On Thu, Jun 12, 2008 at 04:26:48PM -0700, Mike Perry wrote:
> All this aside, this is a very clever attack, and further evidence
> that we should more closely study capacity properties, reliability
> properties, queuing properties, and general balancing properties of
> the network.

Right. We've gotten a copy of the paper from the authors, and we're
evaluating it. My current thoughts are that this is a brilliant new
theoretical attack, but how effective it can be on the current Tor
network is still an open question.

In other words, the next steps are to a) try to make the attack more
practical and see how flexible it can become, and/or b) learn from the
authors whether they know more than they wrote in their very brief and
unfortunately kind of vague analysis section. Alas, I'm busy the next
few days with our upcoming Tor releases, and will get back to talking
to them after that.

Interestingly, it appears that folks who transfer huge amounts of data
over Tor may be more vulnerable than the folks who have more moderate
loads -- maybe we've just found another argument against putting
file-sharing traffic over Tor. ;)

Since a lot of the countermeasures we're pondering are just a matter
of degree ("well, if the attack doesn't work when the foo level is
over .8, then try to make the foo level always .81"), we need a better
understanding of the limits of the attack before we can go about trying
to counter it.

My intuition is that it will turn out to be a fine attack, and we will
need to do something smart about it.

Speaking of which, there is another attack that's currently in this same
situation -- a brilliant theoretical attack, probably can be made to work
in practice, more work is required before we understand how effective
it can be:
http://freehaven.net/anonbib/#ccs07-latency-leak

One of the interesting features of these new network-property-based
anonymity attacks is that it appears they work even better against
single-hop proxy systems than against Tor. These attacks so far are of
the form "first do an attack to identify the Tor relays in the circuit,
and then hope you have enough time left to trace all the way to the
client location before the client moves". If the first half is trivial,
you have a lot more time for the second half.

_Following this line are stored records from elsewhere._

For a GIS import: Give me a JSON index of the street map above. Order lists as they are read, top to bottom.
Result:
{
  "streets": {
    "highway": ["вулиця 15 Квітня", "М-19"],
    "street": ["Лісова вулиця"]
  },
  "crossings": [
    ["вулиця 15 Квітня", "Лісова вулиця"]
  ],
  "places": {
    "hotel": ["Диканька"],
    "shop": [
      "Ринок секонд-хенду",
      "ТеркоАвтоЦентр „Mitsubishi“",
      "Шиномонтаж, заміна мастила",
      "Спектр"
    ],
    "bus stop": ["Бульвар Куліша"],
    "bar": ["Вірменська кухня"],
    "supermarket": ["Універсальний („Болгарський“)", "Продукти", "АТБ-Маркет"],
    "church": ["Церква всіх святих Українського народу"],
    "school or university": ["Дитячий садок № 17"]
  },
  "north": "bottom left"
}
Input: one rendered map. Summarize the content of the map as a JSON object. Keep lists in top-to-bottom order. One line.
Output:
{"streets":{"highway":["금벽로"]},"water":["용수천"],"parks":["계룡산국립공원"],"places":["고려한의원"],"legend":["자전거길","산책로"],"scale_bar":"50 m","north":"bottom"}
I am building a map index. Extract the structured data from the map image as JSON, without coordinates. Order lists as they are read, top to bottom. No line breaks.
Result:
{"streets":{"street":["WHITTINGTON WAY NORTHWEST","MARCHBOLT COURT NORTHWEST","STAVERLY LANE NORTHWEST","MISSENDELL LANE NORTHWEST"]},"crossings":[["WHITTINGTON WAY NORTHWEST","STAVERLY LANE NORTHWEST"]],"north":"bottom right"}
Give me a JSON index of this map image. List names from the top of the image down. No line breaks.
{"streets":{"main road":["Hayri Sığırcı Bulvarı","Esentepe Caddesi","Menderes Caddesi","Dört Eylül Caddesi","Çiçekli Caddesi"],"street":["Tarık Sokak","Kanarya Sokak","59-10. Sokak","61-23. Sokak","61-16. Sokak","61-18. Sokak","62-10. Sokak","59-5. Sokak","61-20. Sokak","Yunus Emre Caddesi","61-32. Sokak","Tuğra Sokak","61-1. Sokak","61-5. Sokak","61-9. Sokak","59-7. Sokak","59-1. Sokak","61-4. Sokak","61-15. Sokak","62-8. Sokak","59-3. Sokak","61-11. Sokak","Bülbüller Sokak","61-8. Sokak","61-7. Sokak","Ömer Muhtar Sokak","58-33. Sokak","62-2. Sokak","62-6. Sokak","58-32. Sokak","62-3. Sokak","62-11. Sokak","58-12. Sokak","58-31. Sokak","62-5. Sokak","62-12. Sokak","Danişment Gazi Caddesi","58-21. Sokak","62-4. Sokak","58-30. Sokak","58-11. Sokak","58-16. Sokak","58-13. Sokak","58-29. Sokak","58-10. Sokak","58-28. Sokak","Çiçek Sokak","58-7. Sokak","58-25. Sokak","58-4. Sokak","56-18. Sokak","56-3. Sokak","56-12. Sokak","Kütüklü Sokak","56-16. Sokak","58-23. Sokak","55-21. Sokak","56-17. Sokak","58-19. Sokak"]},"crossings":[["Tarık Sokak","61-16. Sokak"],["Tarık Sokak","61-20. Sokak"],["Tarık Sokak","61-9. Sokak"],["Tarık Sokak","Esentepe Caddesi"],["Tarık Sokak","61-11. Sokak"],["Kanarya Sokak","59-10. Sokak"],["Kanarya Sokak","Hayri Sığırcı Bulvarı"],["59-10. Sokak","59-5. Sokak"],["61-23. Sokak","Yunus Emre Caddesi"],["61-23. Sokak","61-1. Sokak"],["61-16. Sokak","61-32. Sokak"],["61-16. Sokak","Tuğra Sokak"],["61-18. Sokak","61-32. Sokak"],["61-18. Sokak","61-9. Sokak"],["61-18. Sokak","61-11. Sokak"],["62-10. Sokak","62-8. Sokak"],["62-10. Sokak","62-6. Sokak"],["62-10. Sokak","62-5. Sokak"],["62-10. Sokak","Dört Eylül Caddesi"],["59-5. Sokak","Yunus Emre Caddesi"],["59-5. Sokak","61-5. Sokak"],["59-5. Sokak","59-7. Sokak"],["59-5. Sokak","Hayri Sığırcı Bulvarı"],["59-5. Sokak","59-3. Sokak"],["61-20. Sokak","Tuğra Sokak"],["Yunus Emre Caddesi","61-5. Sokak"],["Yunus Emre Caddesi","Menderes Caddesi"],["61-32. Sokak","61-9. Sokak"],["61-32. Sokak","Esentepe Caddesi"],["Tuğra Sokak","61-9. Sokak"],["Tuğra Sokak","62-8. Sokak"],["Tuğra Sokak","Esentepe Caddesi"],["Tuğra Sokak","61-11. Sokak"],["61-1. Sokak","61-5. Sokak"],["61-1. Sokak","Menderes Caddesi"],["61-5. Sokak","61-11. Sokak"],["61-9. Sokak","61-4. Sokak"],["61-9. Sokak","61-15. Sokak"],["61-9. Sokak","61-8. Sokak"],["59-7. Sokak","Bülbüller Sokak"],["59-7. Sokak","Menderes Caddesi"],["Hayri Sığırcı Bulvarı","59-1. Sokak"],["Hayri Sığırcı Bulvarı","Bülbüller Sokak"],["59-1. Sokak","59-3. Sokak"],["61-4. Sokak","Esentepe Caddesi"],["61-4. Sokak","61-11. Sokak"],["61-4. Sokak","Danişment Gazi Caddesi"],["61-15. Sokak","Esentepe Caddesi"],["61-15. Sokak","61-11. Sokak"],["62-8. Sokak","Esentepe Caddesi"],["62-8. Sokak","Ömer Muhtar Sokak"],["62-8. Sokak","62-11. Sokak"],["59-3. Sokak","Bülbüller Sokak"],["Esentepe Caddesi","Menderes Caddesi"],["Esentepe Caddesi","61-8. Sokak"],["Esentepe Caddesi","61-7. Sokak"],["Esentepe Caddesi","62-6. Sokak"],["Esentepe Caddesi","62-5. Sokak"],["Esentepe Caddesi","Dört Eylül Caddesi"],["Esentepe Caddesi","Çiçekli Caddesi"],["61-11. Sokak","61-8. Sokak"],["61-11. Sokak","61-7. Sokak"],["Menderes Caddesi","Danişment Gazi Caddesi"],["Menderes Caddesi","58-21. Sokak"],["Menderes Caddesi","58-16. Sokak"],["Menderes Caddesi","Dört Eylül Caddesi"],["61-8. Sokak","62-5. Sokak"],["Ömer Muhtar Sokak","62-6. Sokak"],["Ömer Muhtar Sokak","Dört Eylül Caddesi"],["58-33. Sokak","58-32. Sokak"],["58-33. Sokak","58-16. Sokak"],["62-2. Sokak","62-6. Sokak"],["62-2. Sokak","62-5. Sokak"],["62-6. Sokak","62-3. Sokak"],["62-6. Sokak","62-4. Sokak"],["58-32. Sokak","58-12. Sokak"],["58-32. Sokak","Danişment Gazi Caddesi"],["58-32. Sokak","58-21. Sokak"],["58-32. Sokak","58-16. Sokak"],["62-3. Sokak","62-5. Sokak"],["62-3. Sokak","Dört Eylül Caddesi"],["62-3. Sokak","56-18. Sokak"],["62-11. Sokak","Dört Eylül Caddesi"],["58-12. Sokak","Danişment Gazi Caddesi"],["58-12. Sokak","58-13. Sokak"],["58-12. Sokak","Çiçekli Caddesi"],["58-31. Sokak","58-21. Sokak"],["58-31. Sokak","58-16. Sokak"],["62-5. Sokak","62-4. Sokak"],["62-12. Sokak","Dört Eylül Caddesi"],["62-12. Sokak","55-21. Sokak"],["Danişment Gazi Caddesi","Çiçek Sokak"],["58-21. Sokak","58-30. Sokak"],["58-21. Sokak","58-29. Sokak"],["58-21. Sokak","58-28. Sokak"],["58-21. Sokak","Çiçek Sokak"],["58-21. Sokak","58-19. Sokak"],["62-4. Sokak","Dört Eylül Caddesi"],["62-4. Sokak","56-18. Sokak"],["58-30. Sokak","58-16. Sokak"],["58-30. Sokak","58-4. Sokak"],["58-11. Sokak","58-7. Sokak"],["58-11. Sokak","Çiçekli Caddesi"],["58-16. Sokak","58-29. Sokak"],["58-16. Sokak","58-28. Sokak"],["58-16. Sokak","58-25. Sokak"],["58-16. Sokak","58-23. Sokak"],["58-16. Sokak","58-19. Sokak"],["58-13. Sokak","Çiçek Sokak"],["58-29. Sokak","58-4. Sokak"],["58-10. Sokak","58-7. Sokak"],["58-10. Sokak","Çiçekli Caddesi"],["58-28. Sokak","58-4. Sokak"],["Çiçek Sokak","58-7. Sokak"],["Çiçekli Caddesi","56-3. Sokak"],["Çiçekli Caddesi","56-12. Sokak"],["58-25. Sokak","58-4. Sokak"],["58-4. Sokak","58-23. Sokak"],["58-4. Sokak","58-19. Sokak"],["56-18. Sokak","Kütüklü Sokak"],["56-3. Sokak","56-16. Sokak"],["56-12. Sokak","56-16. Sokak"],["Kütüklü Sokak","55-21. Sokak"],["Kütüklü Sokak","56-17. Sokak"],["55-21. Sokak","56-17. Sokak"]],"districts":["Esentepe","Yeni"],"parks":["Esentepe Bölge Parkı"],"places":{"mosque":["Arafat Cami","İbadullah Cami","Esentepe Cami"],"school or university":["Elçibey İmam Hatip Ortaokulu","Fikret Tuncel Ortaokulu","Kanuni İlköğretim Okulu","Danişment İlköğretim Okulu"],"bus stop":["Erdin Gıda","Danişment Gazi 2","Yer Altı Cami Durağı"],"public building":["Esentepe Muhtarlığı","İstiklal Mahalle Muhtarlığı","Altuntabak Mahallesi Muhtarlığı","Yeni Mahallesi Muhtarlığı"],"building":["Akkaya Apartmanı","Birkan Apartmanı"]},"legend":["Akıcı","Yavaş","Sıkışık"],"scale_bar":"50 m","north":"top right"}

So when you read our warning at startup:
"This is experimental software. Do not rely on it for strong anonymity."
be sure not to interpret it as a suggestion that there are any other
low-latency anonymity approaches that are considered better. As far
as I can tell, it's either use Tor or do nothing; and each user has a
different level of risk they can handle, so part of our ongoing work is
to figure out how much risk there really is.